##### DATA FOR THIS EXERCISE #####

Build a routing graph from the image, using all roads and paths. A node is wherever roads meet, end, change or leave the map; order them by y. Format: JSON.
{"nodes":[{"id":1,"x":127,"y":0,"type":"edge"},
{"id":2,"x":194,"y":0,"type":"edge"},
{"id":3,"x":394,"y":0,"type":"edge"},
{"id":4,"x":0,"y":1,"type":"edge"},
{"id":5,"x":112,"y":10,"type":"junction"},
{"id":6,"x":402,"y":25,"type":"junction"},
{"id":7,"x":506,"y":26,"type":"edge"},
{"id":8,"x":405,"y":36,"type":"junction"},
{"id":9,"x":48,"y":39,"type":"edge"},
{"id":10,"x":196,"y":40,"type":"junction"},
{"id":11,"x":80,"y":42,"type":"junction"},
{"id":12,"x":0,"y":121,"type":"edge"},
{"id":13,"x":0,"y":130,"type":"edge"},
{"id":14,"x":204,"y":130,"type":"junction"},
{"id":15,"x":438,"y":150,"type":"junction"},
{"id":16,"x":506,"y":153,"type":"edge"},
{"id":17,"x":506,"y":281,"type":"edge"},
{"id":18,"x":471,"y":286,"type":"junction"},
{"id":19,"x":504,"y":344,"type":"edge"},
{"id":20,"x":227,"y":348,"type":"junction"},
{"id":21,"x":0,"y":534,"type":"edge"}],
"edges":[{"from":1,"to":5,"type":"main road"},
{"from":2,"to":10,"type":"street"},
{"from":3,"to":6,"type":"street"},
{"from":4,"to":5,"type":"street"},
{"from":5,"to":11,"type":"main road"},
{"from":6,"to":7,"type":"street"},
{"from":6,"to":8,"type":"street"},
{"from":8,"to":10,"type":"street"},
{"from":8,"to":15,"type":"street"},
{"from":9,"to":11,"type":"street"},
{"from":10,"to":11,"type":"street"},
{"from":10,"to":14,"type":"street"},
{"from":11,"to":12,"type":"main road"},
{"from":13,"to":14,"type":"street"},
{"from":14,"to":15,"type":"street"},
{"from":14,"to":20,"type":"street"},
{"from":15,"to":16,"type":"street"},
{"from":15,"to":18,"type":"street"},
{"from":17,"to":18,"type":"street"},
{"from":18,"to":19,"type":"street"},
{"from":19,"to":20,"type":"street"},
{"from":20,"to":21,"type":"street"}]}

#####

Output the entire data exactly, line for line.

Build a routing graph from the image, using all roads and paths. A node is wherever roads meet, end, change or leave the map; order them by y. Format: JSON.
{"nodes":[{"id":1,"x":127,"y":0,"type":"edge"},
{"id":2,"x":194,"y":0,"type":"edge"},
{"id":3,"x":394,"y":0,"type":"edge"},
{"id":4,"x":0,"y":1,"type":"edge"},
{"id":5,"x":112,"y":10,"type":"junction"},
{"id":6,"x":402,"y":25,"type":"junction"},
{"id":7,"x":506,"y":26,"type":"edge"},
{"id":8,"x":405,"y":36,"type":"junction"},
{"id":9,"x":48,"y":39,"type":"edge"},
{"id":10,"x":196,"y":40,"type":"junction"},
{"id":11,"x":80,"y":42,"type":"junction"},
{"id":12,"x":0,"y":121,"type":"edge"},
{"id":13,"x":0,"y":130,"type":"edge"},
{"id":14,"x":204,"y":130,"type":"junction"},
{"id":15,"x":438,"y":150,"type":"junction"},
{"id":16,"x":506,"y":153,"type":"edge"},
{"id":17,"x":506,"y":281,"type":"edge"},
{"id":18,"x":471,"y":286,"type":"junction"},
{"id":19,"x":504,"y":344,"type":"edge"},
{"id":20,"x":227,"y":348,"type":"junction"},
{"id":21,"x":0,"y":534,"type":"edge"}],
"edges":[{"from":1,"to":5,"type":"main road"},
{"from":2,"to":10,"type":"street"},
{"from":3,"to":6,"type":"street"},
{"from":4,"to":5,"type":"street"},
{"from":5,"to":11,"type":"main road"},
{"from":6,"to":7,"type":"street"},
{"from":6,"to":8,"type":"street"},
{"from":8,"to":10,"type":"street"},
{"from":8,"to":15,"type":"street"},
{"from":9,"to":11,"type":"street"},
{"from":10,"to":11,"type":"street"},
{"from":10,"to":14,"type":"street"},
{"from":11,"to":12,"type":"main road"},
{"from":13,"to":14,"type":"street"},
{"from":14,"to":15,"type":"street"},
{"from":14,"to":20,"type":"street"},
{"from":15,"to":16,"type":"street"},
{"from":15,"to":18,"type":"street"},
{"from":17,"to":18,"type":"street"},
{"from":18,"to":19,"type":"street"},
{"from":19,"to":20,"type":"street"},
{"from":20,"to":21,"type":"street"}]}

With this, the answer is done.